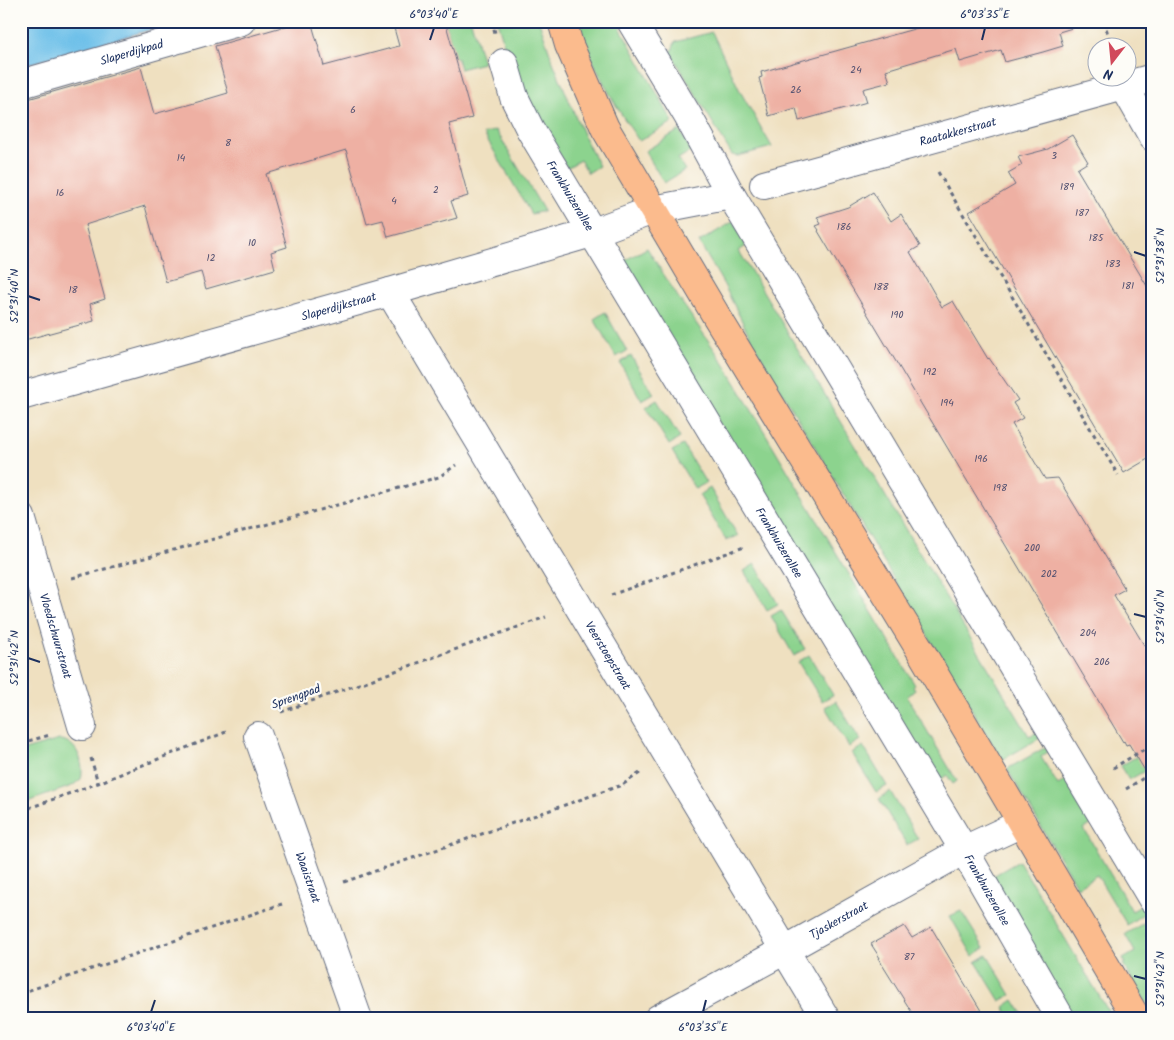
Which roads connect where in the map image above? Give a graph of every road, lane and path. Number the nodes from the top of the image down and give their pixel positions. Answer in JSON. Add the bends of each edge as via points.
{"nodes":[{"id":1,"x":241,"y":21,"type":"edge"},
{"id":2,"x":562,"y":21,"type":"edge"},
{"id":3,"x":632,"y":21,"type":"edge"},
{"id":4,"x":1104,"y":21,"type":"edge"},
{"id":5,"x":1109,"y":38,"type":"edge"},
{"id":6,"x":504,"y":62,"type":"dead end"},
{"id":7,"x":1153,"y":78,"type":"edge"},
{"id":8,"x":1136,"y":83,"type":"edge"},
{"id":9,"x":21,"y":84,"type":"edge"},
{"id":10,"x":1117,"y":88,"type":"edge"},
{"id":11,"x":1125,"y":88,"type":"edge"},
{"id":12,"x":1153,"y":137,"type":"edge"},
{"id":13,"x":920,"y":142,"type":"junction"},
{"id":14,"x":764,"y":185,"type":"dead end"},
{"id":15,"x":731,"y":195,"type":"junction"},
{"id":16,"x":653,"y":210,"type":"junction"},
{"id":17,"x":591,"y":233,"type":"junction"},
{"id":18,"x":390,"y":292,"type":"junction"},
{"id":19,"x":21,"y":396,"type":"edge"},
{"id":20,"x":484,"y":447,"type":"junction"},
{"id":21,"x":1118,"y":474,"type":"dead end"},
{"id":22,"x":21,"y":517,"type":"edge"},
{"id":23,"x":775,"y":537,"type":"junction"},
{"id":24,"x":42,"y":586,"type":"junction"},
{"id":25,"x":579,"y":606,"type":"junction"},
{"id":26,"x":280,"y":712,"type":"dead end"},
{"id":27,"x":82,"y":726,"type":"dead end"},
{"id":28,"x":246,"y":733,"type":"joint"},
{"id":29,"x":1153,"y":744,"type":"edge"},
{"id":30,"x":668,"y":755,"type":"junction"},
{"id":31,"x":1084,"y":784,"type":"junction"},
{"id":32,"x":21,"y":810,"type":"edge"},
{"id":33,"x":1022,"y":823,"type":"junction"},
{"id":34,"x":964,"y":850,"type":"junction"},
{"id":35,"x":314,"y":893,"type":"junction"},
{"id":36,"x":1153,"y":900,"type":"edge"},
{"id":37,"x":785,"y":950,"type":"junction"},
{"id":38,"x":21,"y":994,"type":"edge"},
{"id":39,"x":358,"y":1019,"type":"edge"},
{"id":40,"x":658,"y":1019,"type":"edge"},
{"id":41,"x":826,"y":1019,"type":"edge"},
{"id":42,"x":1062,"y":1019,"type":"edge"},
{"id":43,"x":1137,"y":1019,"type":"edge"}],
"edges":[{"from":1,"to":9,"type":"street","name":"Slaperdijkpad"},
{"from":2,"to":16,"type":"main road","via":[[569,46],[605,128]]},
{"from":3,"to":15,"type":"street"},
{"from":4,"to":5,"type":"path"},
{"from":6,"to":17,"type":"street","name":"Frankhuizerallee","via":[[514,98]]},
{"from":7,"to":8,"type":"street","name":"Raatakkerstraat"},
{"from":10,"to":13,"type":"street","name":"Raatakkerstraat"},
{"from":11,"to":12,"type":"street"},
{"from":13,"to":14,"type":"street","name":"Raatakkerstraat"},
{"from":13,"to":21,"type":"path"},
{"from":15,"to":16,"type":"street"},
{"from":15,"to":31,"type":"street"},
{"from":16,"to":17,"type":"street","name":"Slaperdijkstraat"},
{"from":16,"to":33,"type":"main road"},
{"from":17,"to":18,"type":"street","name":"Slaperdijkstraat"},
{"from":17,"to":23,"type":"street","name":"Frankhuizerallee"},
{"from":18,"to":19,"type":"street","name":"Slaperdijkstraat"},
{"from":18,"to":20,"type":"street","name":"Veerstoepstraat"},
{"from":20,"to":24,"type":"path","via":[[439,477]]},
{"from":20,"to":25,"type":"street","name":"Veerstoepstraat"},
{"from":22,"to":24,"type":"street","name":"Vloedschuurstraat"},
{"from":23,"to":25,"type":"path","name":"Sprengpad"},
{"from":23,"to":34,"type":"street","name":"Frankhuizerallee"},
{"from":24,"to":27,"type":"street","name":"Vloedschuurstraat"},
{"from":25,"to":26,"type":"path","name":"Sprengpad"},
{"from":25,"to":30,"type":"street","name":"Veerstoepstraat"},
{"from":28,"to":32,"type":"path"},
{"from":28,"to":35,"type":"street","name":"Waaistraat"},
{"from":29,"to":31,"type":"path"},
{"from":30,"to":35,"type":"path","via":[[622,785]]},
{"from":30,"to":37,"type":"street","name":"Veerstoepstraat"},
{"from":31,"to":36,"type":"street"},
{"from":33,"to":34,"type":"street","name":"Tjaskerstraat"},
{"from":33,"to":43,"type":"main road"},
{"from":34,"to":37,"type":"street","name":"Tjaskerstraat"},
{"from":34,"to":42,"type":"street","name":"Frankhuizerallee"},
{"from":35,"to":38,"type":"path"},
{"from":35,"to":39,"type":"street","name":"Waaistraat"},
{"from":37,"to":40,"type":"street","name":"Tjaskerstraat"},
{"from":37,"to":41,"type":"street","name":"Veerstoepstraat"}]}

------------------------------------------------------------

Please copy the data shown above precisely, leaving the images out.

Which roads connect where in the map image above? Give a graph of every road, lane and path. Number the nodes from the top of the image down and give their pixel positions. Answer in JSON. Add the bends of each edge as via points.
{"nodes":[{"id":1,"x":241,"y":21,"type":"edge"},
{"id":2,"x":562,"y":21,"type":"edge"},
{"id":3,"x":632,"y":21,"type":"edge"},
{"id":4,"x":1104,"y":21,"type":"edge"},
{"id":5,"x":1109,"y":38,"type":"edge"},
{"id":6,"x":504,"y":62,"type":"dead end"},
{"id":7,"x":1153,"y":78,"type":"edge"},
{"id":8,"x":1136,"y":83,"type":"edge"},
{"id":9,"x":21,"y":84,"type":"edge"},
{"id":10,"x":1117,"y":88,"type":"edge"},
{"id":11,"x":1125,"y":88,"type":"edge"},
{"id":12,"x":1153,"y":137,"type":"edge"},
{"id":13,"x":920,"y":142,"type":"junction"},
{"id":14,"x":764,"y":185,"type":"dead end"},
{"id":15,"x":731,"y":195,"type":"junction"},
{"id":16,"x":653,"y":210,"type":"junction"},
{"id":17,"x":591,"y":233,"type":"junction"},
{"id":18,"x":390,"y":292,"type":"junction"},
{"id":19,"x":21,"y":396,"type":"edge"},
{"id":20,"x":484,"y":447,"type":"junction"},
{"id":21,"x":1118,"y":474,"type":"dead end"},
{"id":22,"x":21,"y":517,"type":"edge"},
{"id":23,"x":775,"y":537,"type":"junction"},
{"id":24,"x":42,"y":586,"type":"junction"},
{"id":25,"x":579,"y":606,"type":"junction"},
{"id":26,"x":280,"y":712,"type":"dead end"},
{"id":27,"x":82,"y":726,"type":"dead end"},
{"id":28,"x":246,"y":733,"type":"joint"},
{"id":29,"x":1153,"y":744,"type":"edge"},
{"id":30,"x":668,"y":755,"type":"junction"},
{"id":31,"x":1084,"y":784,"type":"junction"},
{"id":32,"x":21,"y":810,"type":"edge"},
{"id":33,"x":1022,"y":823,"type":"junction"},
{"id":34,"x":964,"y":850,"type":"junction"},
{"id":35,"x":314,"y":893,"type":"junction"},
{"id":36,"x":1153,"y":900,"type":"edge"},
{"id":37,"x":785,"y":950,"type":"junction"},
{"id":38,"x":21,"y":994,"type":"edge"},
{"id":39,"x":358,"y":1019,"type":"edge"},
{"id":40,"x":658,"y":1019,"type":"edge"},
{"id":41,"x":826,"y":1019,"type":"edge"},
{"id":42,"x":1062,"y":1019,"type":"edge"},
{"id":43,"x":1137,"y":1019,"type":"edge"}],
"edges":[{"from":1,"to":9,"type":"street","name":"Slaperdijkpad"},
{"from":2,"to":16,"type":"main road","via":[[569,46],[605,128]]},
{"from":3,"to":15,"type":"street"},
{"from":4,"to":5,"type":"path"},
{"from":6,"to":17,"type":"street","name":"Frankhuizerallee","via":[[514,98]]},
{"from":7,"to":8,"type":"street","name":"Raatakkerstraat"},
{"from":10,"to":13,"type":"street","name":"Raatakkerstraat"},
{"from":11,"to":12,"type":"street"},
{"from":13,"to":14,"type":"street","name":"Raatakkerstraat"},
{"from":13,"to":21,"type":"path"},
{"from":15,"to":16,"type":"street"},
{"from":15,"to":31,"type":"street"},
{"from":16,"to":17,"type":"street","name":"Slaperdijkstraat"},
{"from":16,"to":33,"type":"main road"},
{"from":17,"to":18,"type":"street","name":"Slaperdijkstraat"},
{"from":17,"to":23,"type":"street","name":"Frankhuizerallee"},
{"from":18,"to":19,"type":"street","name":"Slaperdijkstraat"},
{"from":18,"to":20,"type":"street","name":"Veerstoepstraat"},
{"from":20,"to":24,"type":"path","via":[[439,477]]},
{"from":20,"to":25,"type":"street","name":"Veerstoepstraat"},
{"from":22,"to":24,"type":"street","name":"Vloedschuurstraat"},
{"from":23,"to":25,"type":"path","name":"Sprengpad"},
{"from":23,"to":34,"type":"street","name":"Frankhuizerallee"},
{"from":24,"to":27,"type":"street","name":"Vloedschuurstraat"},
{"from":25,"to":26,"type":"path","name":"Sprengpad"},
{"from":25,"to":30,"type":"street","name":"Veerstoepstraat"},
{"from":28,"to":32,"type":"path"},
{"from":28,"to":35,"type":"street","name":"Waaistraat"},
{"from":29,"to":31,"type":"path"},
{"from":30,"to":35,"type":"path","via":[[622,785]]},
{"from":30,"to":37,"type":"street","name":"Veerstoepstraat"},
{"from":31,"to":36,"type":"street"},
{"from":33,"to":34,"type":"street","name":"Tjaskerstraat"},
{"from":33,"to":43,"type":"main road"},
{"from":34,"to":37,"type":"street","name":"Tjaskerstraat"},
{"from":34,"to":42,"type":"street","name":"Frankhuizerallee"},
{"from":35,"to":38,"type":"path"},
{"from":35,"to":39,"type":"street","name":"Waaistraat"},
{"from":37,"to":40,"type":"street","name":"Tjaskerstraat"},
{"from":37,"to":41,"type":"street","name":"Veerstoepstraat"}]}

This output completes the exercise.